Required action
When a line below holds the string "points", show that line.

Task input

☆ ☆ ☆ ☆

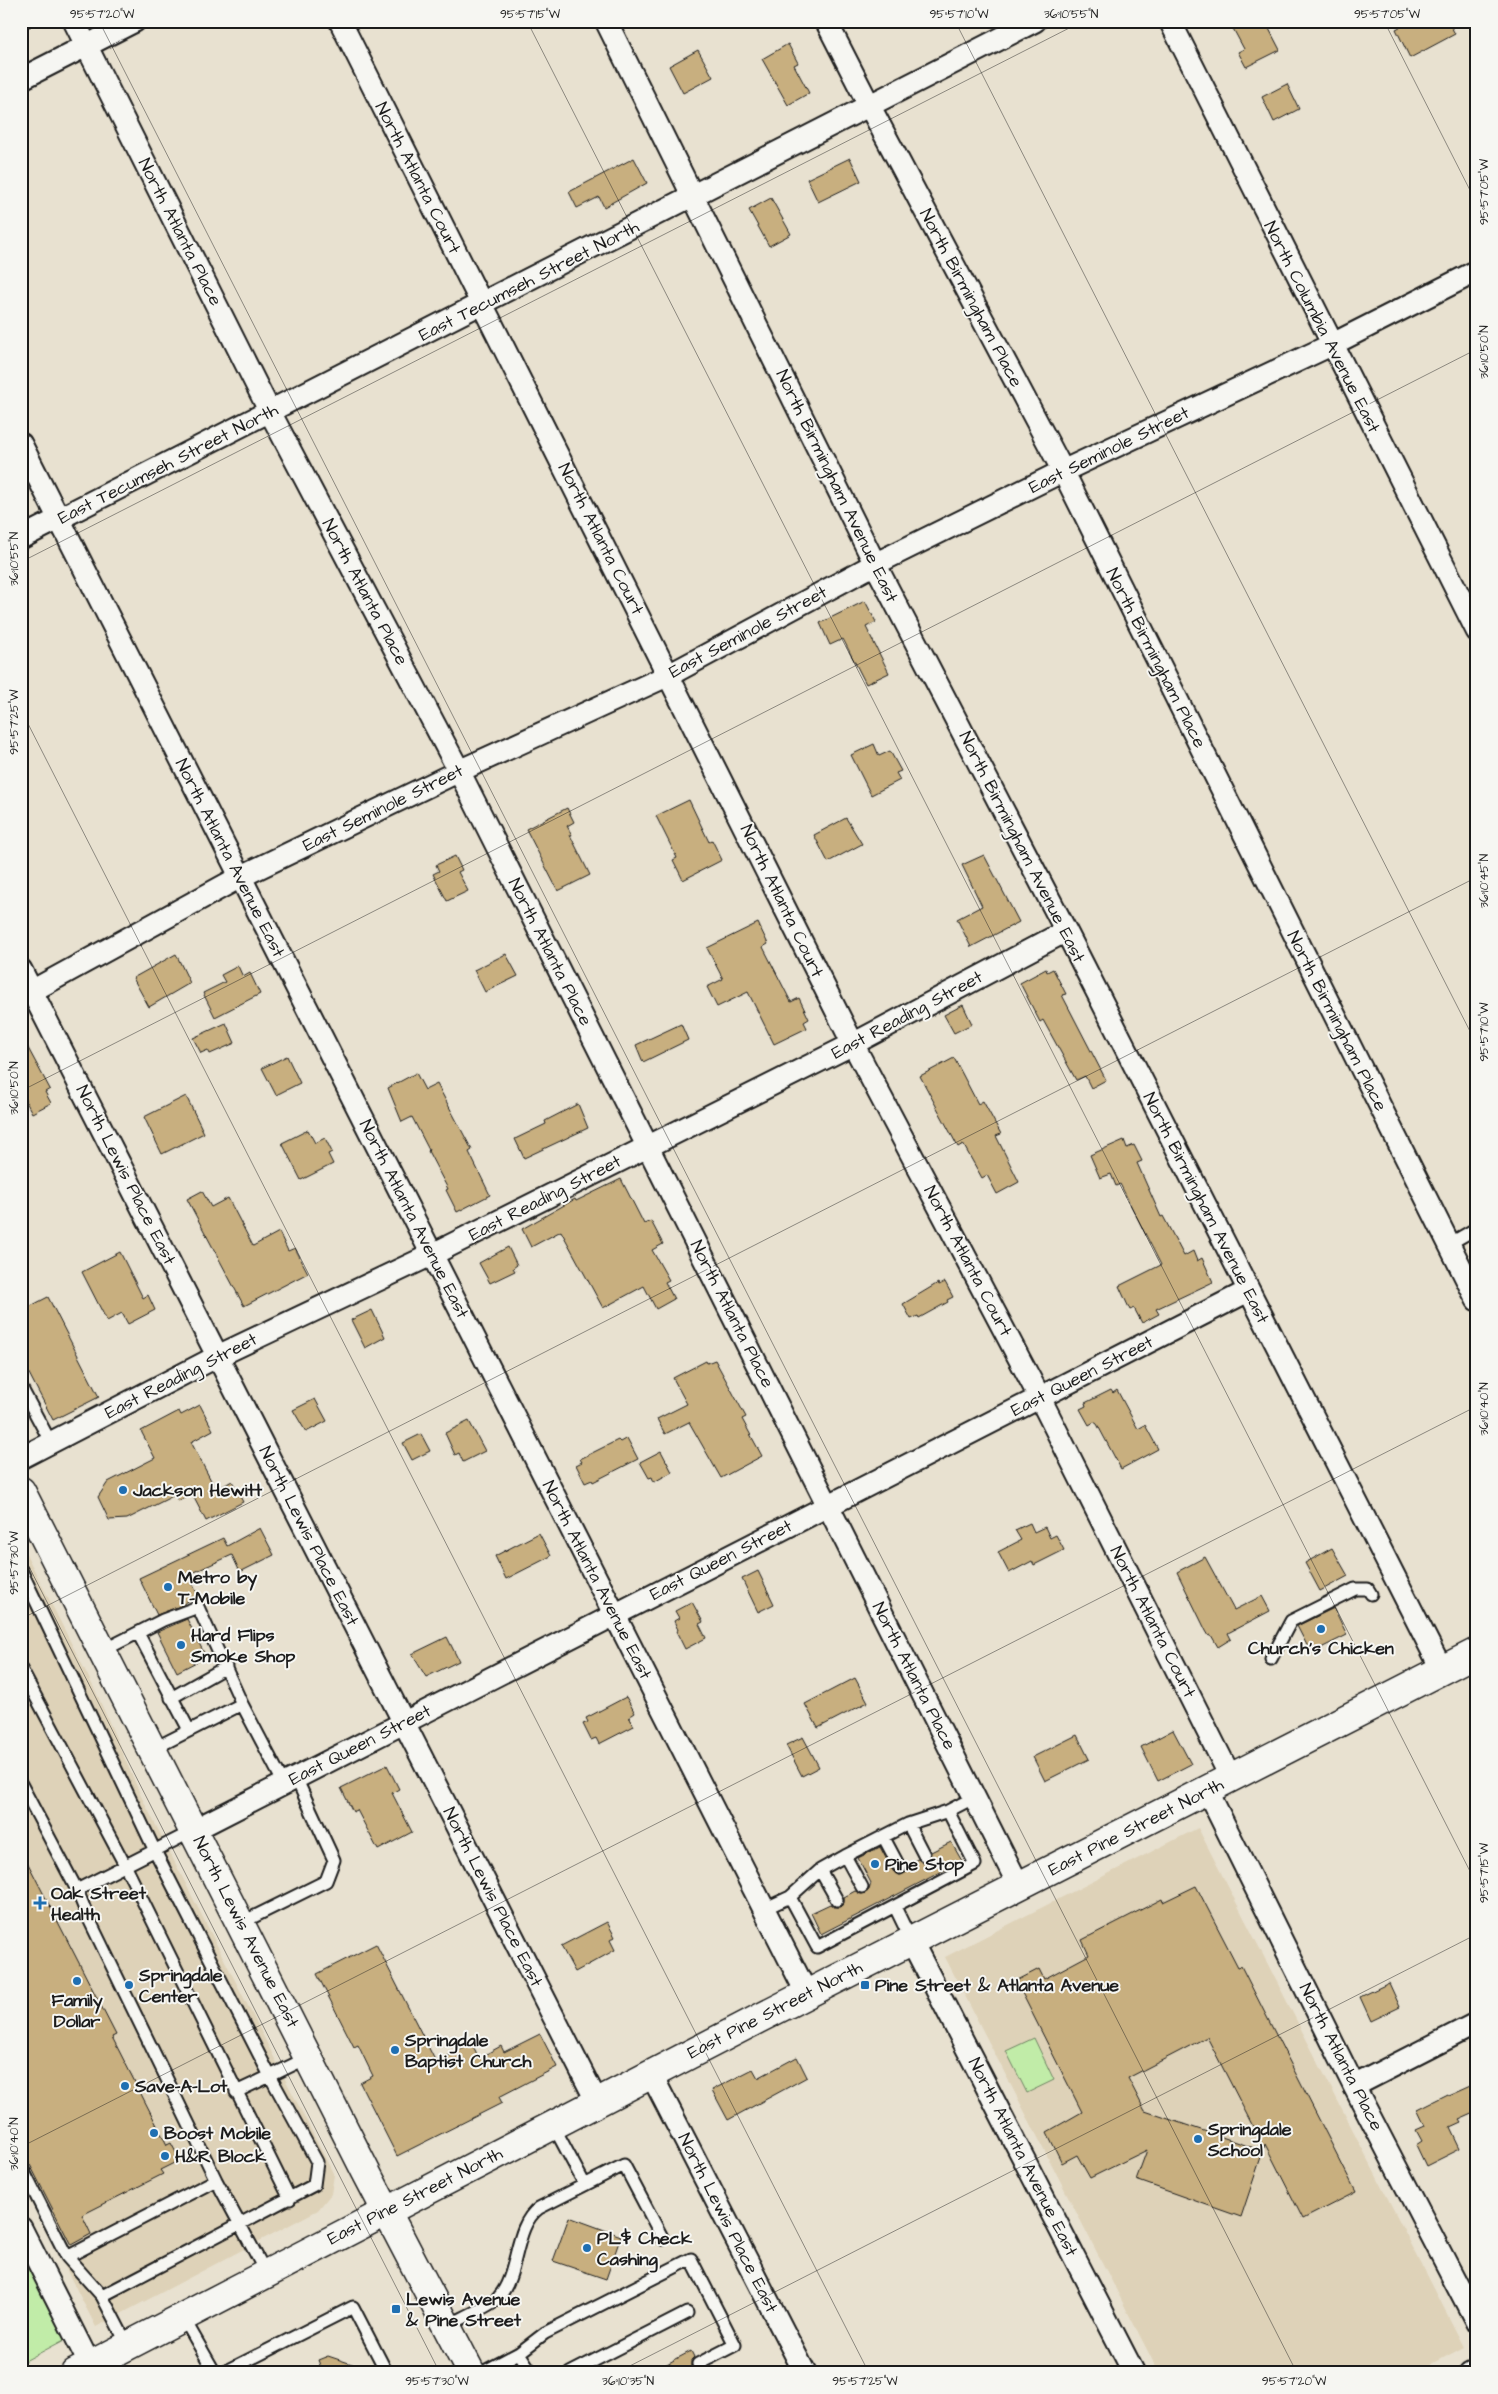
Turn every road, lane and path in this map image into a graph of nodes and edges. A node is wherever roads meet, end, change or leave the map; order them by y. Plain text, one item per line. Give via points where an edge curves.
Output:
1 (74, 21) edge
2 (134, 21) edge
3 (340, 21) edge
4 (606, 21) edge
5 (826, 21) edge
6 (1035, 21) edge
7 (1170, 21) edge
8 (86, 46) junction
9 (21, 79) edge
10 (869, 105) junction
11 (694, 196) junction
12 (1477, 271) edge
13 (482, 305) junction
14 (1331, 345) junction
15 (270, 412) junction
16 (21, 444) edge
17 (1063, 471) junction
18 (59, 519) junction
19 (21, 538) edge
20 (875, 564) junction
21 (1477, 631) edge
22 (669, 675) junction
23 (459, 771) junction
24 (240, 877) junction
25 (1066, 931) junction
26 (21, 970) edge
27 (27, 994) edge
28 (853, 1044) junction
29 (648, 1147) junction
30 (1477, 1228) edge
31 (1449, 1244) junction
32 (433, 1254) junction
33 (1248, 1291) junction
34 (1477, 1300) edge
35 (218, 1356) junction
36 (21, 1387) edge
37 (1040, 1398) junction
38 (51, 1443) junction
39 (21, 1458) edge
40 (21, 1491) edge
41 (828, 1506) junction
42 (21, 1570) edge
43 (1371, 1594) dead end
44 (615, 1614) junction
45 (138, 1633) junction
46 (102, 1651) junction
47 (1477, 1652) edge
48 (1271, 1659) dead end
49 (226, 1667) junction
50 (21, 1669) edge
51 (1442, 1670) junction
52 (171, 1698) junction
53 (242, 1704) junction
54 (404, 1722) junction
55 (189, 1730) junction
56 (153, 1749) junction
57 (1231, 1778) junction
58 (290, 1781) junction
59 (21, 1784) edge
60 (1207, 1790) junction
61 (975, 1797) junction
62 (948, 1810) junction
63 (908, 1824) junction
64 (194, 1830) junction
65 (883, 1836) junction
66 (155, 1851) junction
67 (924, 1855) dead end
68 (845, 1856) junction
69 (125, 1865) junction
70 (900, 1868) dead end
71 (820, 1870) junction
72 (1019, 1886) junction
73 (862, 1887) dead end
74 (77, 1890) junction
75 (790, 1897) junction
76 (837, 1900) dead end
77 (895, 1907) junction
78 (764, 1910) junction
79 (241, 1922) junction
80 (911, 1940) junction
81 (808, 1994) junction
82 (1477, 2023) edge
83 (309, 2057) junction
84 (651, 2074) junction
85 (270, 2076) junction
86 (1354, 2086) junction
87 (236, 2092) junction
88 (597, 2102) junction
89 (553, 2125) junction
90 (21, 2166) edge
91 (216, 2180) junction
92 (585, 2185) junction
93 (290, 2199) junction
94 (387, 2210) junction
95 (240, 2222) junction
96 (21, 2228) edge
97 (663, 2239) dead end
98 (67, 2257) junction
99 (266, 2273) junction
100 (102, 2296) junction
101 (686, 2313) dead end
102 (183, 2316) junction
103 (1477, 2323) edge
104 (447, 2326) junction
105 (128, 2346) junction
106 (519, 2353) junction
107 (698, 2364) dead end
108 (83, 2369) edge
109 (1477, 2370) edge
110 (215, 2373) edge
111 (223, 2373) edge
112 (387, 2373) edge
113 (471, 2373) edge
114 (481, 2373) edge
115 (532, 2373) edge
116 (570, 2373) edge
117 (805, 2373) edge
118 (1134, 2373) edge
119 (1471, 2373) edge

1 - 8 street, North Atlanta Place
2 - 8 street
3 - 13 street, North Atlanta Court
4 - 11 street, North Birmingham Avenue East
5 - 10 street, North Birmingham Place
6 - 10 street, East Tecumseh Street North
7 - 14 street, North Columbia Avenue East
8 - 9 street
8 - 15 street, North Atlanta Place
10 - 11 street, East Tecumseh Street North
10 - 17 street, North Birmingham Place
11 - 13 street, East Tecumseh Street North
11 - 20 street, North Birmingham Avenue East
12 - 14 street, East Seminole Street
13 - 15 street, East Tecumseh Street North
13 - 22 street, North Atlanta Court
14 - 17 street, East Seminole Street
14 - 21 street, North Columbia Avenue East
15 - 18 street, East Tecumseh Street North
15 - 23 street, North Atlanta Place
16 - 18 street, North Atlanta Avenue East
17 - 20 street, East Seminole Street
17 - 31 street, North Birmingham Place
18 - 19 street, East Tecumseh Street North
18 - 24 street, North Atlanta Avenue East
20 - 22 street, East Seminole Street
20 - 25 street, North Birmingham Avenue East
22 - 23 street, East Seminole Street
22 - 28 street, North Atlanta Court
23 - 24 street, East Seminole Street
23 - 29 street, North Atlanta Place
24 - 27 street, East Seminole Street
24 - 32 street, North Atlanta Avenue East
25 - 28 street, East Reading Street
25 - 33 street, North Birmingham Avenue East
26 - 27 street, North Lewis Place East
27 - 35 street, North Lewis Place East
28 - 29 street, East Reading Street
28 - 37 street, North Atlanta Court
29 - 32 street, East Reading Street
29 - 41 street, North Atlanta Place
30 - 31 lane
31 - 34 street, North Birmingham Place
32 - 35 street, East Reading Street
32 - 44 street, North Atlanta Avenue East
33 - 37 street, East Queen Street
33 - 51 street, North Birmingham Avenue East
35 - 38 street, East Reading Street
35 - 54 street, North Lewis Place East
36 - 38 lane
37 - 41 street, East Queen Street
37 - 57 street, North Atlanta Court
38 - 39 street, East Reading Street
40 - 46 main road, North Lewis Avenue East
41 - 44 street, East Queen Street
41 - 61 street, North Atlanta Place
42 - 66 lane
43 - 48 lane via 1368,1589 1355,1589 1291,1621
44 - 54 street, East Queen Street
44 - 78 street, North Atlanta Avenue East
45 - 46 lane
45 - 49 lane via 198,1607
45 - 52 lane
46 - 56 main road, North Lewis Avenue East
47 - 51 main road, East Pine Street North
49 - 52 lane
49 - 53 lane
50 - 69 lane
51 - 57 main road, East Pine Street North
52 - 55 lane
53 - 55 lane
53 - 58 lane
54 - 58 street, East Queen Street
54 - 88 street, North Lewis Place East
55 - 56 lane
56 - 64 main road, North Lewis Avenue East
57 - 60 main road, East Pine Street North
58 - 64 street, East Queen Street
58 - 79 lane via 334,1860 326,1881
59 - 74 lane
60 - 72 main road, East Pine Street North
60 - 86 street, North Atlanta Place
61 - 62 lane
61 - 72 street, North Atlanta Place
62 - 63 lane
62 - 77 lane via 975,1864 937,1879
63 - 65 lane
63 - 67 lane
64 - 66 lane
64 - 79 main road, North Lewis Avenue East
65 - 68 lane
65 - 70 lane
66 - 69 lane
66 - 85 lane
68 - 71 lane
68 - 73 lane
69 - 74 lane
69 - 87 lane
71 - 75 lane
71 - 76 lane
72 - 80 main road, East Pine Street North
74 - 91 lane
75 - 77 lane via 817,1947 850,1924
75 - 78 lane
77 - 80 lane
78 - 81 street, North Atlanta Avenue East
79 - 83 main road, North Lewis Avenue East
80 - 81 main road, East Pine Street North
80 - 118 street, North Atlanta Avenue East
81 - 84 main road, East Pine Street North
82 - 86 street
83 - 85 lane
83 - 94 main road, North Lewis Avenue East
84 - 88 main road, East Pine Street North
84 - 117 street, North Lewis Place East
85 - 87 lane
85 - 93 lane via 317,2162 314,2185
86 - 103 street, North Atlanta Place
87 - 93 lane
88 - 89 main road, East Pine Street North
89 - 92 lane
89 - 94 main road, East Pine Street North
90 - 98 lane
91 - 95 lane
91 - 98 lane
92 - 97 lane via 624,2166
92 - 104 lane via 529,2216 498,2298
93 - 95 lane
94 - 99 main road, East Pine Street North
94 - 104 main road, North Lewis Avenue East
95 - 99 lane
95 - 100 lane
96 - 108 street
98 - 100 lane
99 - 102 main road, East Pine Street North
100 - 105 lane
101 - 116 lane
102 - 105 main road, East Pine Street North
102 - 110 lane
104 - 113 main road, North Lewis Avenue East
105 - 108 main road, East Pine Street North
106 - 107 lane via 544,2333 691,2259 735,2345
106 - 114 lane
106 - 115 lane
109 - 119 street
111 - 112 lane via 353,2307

☆ ☆ ☆ ☆

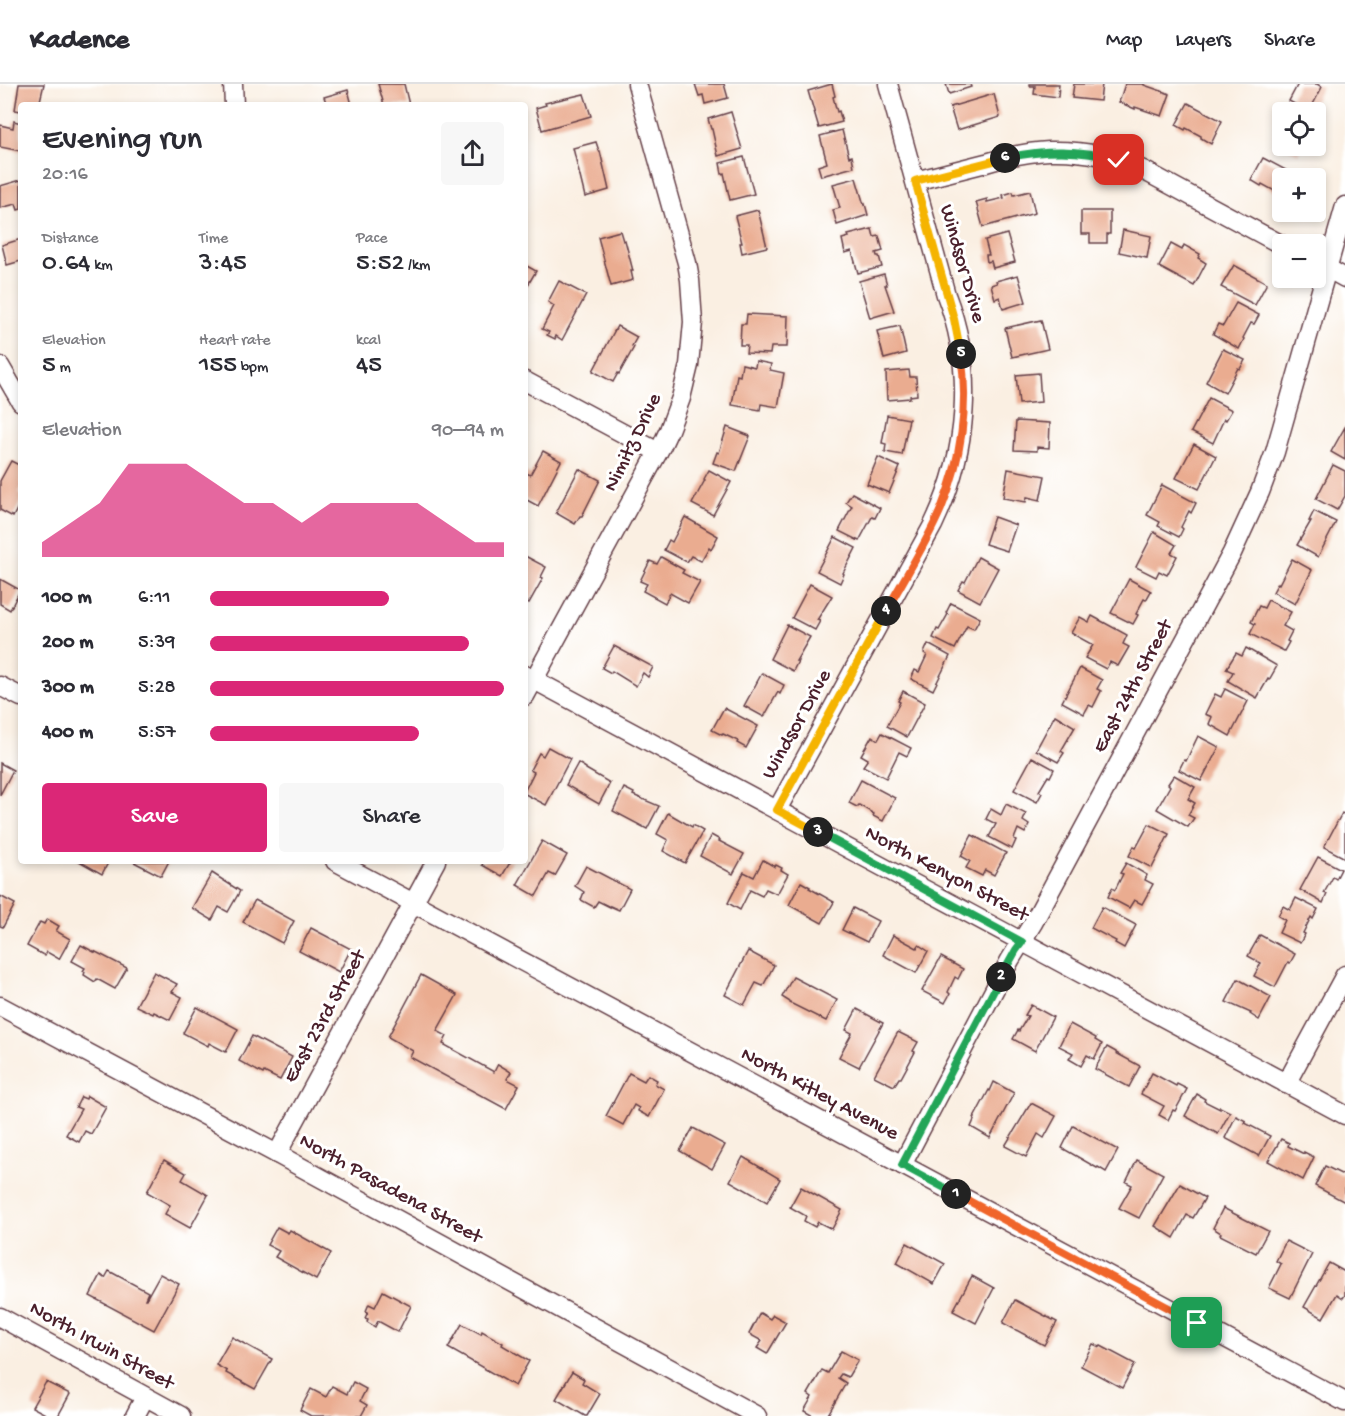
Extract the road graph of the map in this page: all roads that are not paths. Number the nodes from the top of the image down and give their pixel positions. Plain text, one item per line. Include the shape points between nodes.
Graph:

☆ ☆ ☆ ☆

Reply to the task
Turn every road, lane and path in this map image into a graph of nodes and edges. A node is wherever roads meet, end, change or leave the map; order them by y. Plain text, one item per line. Give via points where an edge curves.
Extract the road graph of the map in this page: all roads that are not paths. Number the nodes from the top of the image down and give their pixel positions. Plain text, one item per line. Include the shape points between nodes.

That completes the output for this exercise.